Consider an accounting process in which underlying data only updates monthly, but you don’t know when. And when it does, you need to process the data within a day. It would be a colossal waste of resources to check for this data daily.

Data pipelines don’t have to always run on a schedule. Many engineering systems already use event streaming tools (Kafka, anyone?) that can be integrated directly with any workflow.

In this article, we look at scheduled vs. event-driven data pipelines, discuss when to use which, and how to create an event-driven data pipeline that’s scalable and observable.

Scheduled vs. event-driven data pipelines

Scheduled data pipelines

A scheduled data pipeline, as its name implies, runs periodically at fixed days and times. This can be once a week, once a day, or even several times a day.

Scheduled data pipelines are routinely used for ingesting data sets of various sizes on a fixed schedule. Scheduled data pipelines are run for data where timeliness is defined in terms of hours or days and upstream data changes are expected and known. A few common examples include:

  • Loading data from a transactional database (MySQL/PostgreSQL) to a warehouse (BigQuery/Snowflake)
  • Running daily reports to enable business operations across sales/marketing/ecommerce
  • Re-training machine learning models based on transformed data

Event-driven data pipelines

Some data use cases need to react to data changes instantly.
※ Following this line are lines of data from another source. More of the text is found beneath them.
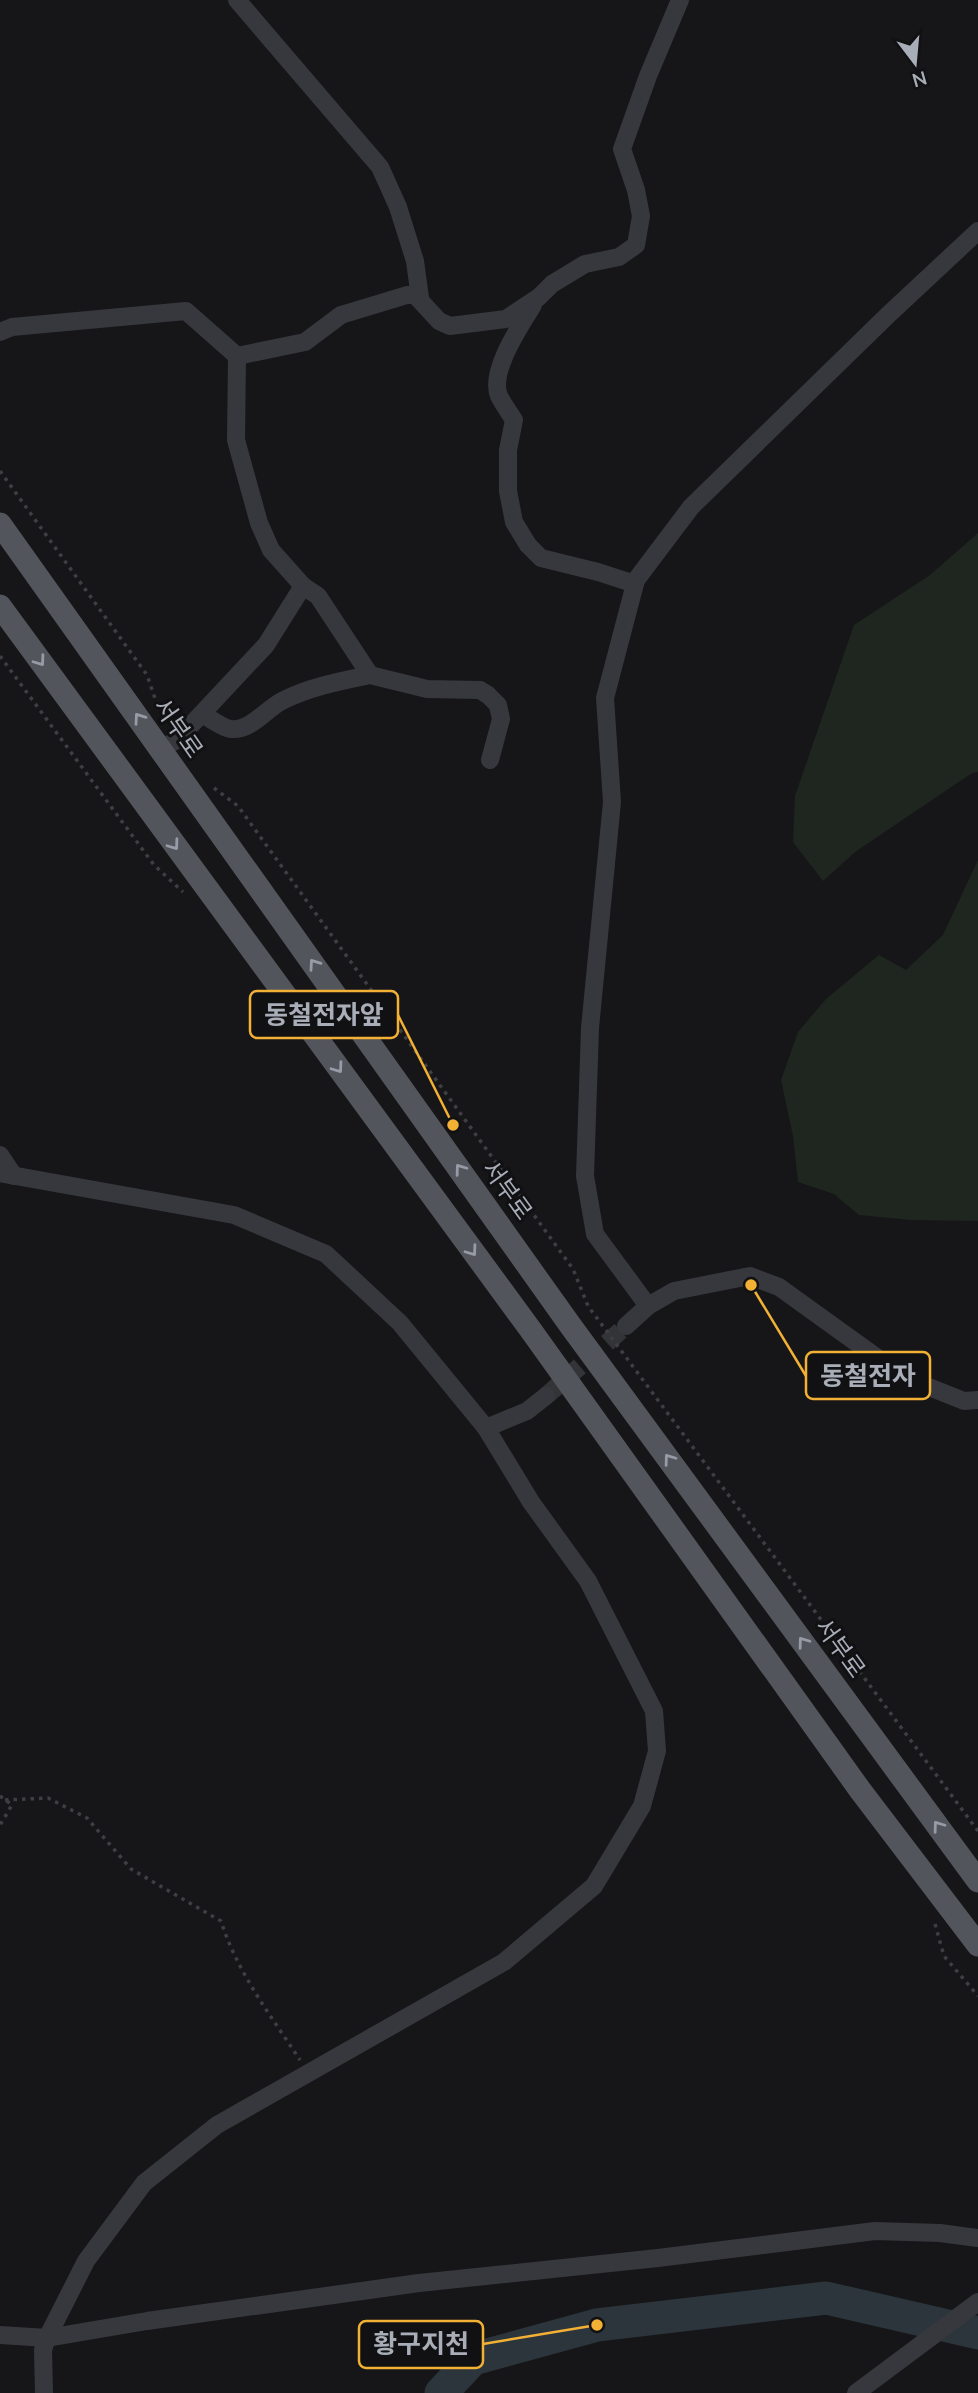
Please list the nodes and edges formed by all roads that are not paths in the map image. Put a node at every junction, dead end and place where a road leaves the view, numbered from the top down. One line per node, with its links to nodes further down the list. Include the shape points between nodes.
1 (237, 0): 5 (street, via 380,167 415,261)
2 (680, 0): 4 (street, via 622,149 641,216 636,244 619,257 585,264)
3 (978, 231): 9 (street, via 691,507)
4 (539, 296): 5 (street, via 506,320 450,326 439,321); 9 (street, via 499,369 498,394 514,420 508,450 514,522 541,558)
5 (420, 298): 7 (street, via 407,295 341,315 305,342)
6 (0, 332): 7 (street, via 12,327 186,311)
7 (237, 356): 10 (street, via 236,440 259,523 271,550)
8 (0, 524): 14 (main road, 서부로, one-way to 8)
9 (635, 584): 18 (street, via 605,698 612,802 590,1028 585,1176 595,1234)
10 (303, 586): 12 (street, via 318,596); 13 (street, via 267,645)
11 (0, 606): 24 (main road, one-way to 24, via 530,1329 860,1790)
12 (370, 676): 13 (street, via 330,683 282,701 240,727 230,729); 15 (street, via 427,689 480,690 488,695 498,705 501,719)
13 (202, 714): 14 (street)
14 (162, 750): 23 (main road, 서부로, one-way to 14, via 570,1325)
15 (491, 760)
16 (0, 1155): 17 (street)
17 (7, 1174): 22 (street, via 234,1215 326,1254 400,1323)
18 (648, 1306): 19 (street); 21 (street, via 674,1291 750,1276 779,1287 904,1377 964,1401)
19 (626, 1326)
20 (546, 1396): 22 (street, via 527,1411)
21 (978, 1401)
22 (486, 1428): 28 (street, via 587,1581 654,1711 657,1751 642,1806 594,1885 504,1962 217,2126 144,2183 86,2262)
23 (978, 1881)
24 (978, 1945)
25 (978, 2238): 28 (street, via 875,2231 419,2283 147,2321)
26 (978, 2302): 30 (street)
27 (0, 2335): 28 (street)
28 (45, 2344): 29 (street)
29 (44, 2393)
30 (856, 2393)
These are cases where, if you don’t react quickly, your business directly suffers like incurring fraud or a customer missing a delivery.

This is where an event-driven data pipeline comes in.

In an event-driven data pipeline, the pipeline is set up to receive notifications - usually through a webhook. The pipeline receives this type of event from a resource - such as a Kafka topic or a cloud-based queue such as Amazon SQS - whenever an event occurs. The event could come from anywhere - a customer-facing app, a webhook, a data store, etc. The pipeline then processes the event immediately - e.g., updating all necessary data stores with the new data, and issuing alerts and notifications. The end-user - another application, a data analyst - then has the data they need for rapid decision-making.

One example of a use case for an event-driven pipeline is fraud detection. Detecting and denying fraud at transaction time is less costly than unwinding the damage after you’ve discovered it later. Other examples include airline flight cancellations or package delivery updates. All of these have one thing in common: a user, either internal or external, expects an immediate notification upon an upstream change.

Advantages of scheduled vs. event-driven data pipelines

So, that’s all well and dandy. But when should you use one versus the other?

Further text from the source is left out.